## PROBLEM
Return all lines of the listing below that carry the word "MAJOR".

## SUPPLIED MATERIAL
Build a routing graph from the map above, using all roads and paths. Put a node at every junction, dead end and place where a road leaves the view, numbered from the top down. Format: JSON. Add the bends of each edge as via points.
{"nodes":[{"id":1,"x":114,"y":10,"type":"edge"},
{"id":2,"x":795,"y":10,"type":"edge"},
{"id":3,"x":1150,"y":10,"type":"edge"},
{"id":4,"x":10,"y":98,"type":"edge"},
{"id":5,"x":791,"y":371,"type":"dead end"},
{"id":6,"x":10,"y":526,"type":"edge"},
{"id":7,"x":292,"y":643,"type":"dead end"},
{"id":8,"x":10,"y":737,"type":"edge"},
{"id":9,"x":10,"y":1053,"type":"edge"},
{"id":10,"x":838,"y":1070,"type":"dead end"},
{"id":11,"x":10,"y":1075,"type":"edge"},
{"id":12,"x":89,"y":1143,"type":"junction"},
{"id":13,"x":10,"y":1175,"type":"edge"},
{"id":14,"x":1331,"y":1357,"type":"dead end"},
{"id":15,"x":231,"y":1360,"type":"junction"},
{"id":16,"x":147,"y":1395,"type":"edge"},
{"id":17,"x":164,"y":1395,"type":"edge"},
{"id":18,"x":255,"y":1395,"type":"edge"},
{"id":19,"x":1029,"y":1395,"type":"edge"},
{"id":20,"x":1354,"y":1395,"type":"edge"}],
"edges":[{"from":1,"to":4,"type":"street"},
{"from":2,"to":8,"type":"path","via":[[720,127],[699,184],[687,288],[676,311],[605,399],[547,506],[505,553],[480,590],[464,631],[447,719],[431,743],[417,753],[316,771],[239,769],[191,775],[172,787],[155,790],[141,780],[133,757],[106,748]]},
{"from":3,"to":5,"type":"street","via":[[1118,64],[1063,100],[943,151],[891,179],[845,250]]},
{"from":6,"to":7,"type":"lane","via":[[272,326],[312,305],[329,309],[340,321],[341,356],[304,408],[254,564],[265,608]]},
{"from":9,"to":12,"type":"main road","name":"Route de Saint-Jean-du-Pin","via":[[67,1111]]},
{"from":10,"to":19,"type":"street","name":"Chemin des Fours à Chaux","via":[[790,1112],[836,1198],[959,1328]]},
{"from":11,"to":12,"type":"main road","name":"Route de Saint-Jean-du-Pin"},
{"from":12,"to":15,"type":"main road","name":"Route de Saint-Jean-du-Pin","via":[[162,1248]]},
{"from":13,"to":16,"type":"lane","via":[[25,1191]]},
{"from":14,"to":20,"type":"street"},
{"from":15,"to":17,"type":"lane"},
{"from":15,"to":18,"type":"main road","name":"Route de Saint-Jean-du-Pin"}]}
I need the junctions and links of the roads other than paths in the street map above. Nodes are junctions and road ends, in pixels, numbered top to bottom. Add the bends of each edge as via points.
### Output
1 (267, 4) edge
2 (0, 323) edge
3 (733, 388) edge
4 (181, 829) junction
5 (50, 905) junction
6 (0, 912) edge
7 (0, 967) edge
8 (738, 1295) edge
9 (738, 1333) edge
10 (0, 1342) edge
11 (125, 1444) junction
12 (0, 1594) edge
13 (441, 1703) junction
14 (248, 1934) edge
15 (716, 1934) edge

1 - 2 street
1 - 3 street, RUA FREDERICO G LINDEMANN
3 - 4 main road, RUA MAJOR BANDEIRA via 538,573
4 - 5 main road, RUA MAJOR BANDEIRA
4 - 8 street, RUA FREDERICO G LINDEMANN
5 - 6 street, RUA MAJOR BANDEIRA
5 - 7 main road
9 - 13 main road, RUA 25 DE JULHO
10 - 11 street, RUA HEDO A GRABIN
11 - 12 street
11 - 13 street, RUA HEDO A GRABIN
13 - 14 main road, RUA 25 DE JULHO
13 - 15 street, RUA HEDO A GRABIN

## EXERCISE OUTPUT
3 - 4 main road, RUA MAJOR BANDEIRA via 538,573
4 - 5 main road, RUA MAJOR BANDEIRA
5 - 6 street, RUA MAJOR BANDEIRA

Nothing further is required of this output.